Copy, from the material below, each line that contains the word "name".

• • •

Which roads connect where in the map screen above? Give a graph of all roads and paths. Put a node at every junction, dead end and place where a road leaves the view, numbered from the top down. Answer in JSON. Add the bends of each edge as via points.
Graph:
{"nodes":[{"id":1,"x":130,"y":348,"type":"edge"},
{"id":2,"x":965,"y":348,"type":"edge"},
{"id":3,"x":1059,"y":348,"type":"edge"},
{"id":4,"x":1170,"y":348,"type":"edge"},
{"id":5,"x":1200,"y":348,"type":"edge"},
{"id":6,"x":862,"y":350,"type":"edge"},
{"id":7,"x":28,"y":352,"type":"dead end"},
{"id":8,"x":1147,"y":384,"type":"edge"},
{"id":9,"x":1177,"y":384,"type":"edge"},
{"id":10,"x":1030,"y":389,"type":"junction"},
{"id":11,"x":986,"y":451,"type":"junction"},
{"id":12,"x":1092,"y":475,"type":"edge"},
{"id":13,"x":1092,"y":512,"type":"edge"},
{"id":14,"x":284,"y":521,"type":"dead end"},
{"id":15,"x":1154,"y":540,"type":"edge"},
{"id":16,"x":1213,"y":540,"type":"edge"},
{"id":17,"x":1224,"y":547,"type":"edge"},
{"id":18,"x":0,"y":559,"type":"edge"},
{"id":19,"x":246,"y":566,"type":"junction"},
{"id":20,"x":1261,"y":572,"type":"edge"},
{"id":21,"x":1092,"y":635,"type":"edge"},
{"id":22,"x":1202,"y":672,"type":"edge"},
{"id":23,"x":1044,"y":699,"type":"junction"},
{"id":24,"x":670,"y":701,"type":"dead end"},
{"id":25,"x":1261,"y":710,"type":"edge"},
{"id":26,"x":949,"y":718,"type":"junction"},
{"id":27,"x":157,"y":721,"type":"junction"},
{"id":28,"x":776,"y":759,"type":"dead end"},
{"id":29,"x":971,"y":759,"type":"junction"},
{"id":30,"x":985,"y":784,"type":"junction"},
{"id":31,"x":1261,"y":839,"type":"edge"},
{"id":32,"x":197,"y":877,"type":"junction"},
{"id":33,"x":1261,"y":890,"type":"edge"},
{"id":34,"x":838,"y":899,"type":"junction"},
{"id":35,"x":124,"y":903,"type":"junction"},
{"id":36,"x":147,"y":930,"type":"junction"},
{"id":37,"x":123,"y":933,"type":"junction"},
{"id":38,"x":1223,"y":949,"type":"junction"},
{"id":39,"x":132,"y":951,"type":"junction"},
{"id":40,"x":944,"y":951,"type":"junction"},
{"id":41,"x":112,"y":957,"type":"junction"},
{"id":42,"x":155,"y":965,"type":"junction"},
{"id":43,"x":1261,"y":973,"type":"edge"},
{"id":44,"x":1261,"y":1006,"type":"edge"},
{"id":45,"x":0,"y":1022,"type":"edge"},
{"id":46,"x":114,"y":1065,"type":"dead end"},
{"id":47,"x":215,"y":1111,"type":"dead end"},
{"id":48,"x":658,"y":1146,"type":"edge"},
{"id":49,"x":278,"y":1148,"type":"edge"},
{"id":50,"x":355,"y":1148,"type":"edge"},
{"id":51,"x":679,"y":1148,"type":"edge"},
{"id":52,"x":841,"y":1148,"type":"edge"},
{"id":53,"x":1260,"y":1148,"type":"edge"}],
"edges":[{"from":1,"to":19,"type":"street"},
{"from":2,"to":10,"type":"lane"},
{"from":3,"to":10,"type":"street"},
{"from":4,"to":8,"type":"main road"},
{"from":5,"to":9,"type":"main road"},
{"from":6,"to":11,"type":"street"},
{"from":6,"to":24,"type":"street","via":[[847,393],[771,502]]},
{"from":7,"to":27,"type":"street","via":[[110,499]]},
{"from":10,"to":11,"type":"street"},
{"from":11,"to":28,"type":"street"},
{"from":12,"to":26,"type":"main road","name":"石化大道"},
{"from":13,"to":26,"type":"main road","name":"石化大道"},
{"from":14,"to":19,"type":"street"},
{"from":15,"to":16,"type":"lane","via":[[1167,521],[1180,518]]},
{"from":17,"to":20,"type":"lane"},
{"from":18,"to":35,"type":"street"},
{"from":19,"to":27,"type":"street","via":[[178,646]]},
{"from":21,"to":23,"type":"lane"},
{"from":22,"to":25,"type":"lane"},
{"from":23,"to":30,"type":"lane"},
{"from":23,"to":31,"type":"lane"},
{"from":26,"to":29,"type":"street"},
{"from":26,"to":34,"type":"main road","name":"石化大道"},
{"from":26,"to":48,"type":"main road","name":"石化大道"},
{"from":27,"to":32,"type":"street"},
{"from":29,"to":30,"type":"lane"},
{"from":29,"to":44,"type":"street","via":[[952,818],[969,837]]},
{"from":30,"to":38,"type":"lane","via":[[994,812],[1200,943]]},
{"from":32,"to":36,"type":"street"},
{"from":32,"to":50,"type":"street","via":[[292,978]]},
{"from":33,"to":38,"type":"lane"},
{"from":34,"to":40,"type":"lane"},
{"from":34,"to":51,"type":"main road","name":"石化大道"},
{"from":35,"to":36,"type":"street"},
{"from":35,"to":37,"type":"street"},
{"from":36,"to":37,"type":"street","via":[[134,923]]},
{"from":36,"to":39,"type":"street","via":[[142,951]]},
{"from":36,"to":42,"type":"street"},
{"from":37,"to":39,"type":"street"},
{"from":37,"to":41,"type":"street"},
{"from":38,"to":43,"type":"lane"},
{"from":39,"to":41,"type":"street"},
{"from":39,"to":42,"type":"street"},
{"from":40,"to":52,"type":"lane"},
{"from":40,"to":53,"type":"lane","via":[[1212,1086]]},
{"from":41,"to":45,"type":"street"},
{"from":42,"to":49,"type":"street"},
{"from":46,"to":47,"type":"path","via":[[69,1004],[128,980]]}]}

• • •

» Response to this exercise:
{"from":12,"to":26,"type":"main road","name":"石化大道"},
{"from":13,"to":26,"type":"main road","name":"石化大道"},
{"from":26,"to":34,"type":"main road","name":"石化大道"},
{"from":26,"to":48,"type":"main road","name":"石化大道"},
{"from":34,"to":51,"type":"main road","name":"石化大道"},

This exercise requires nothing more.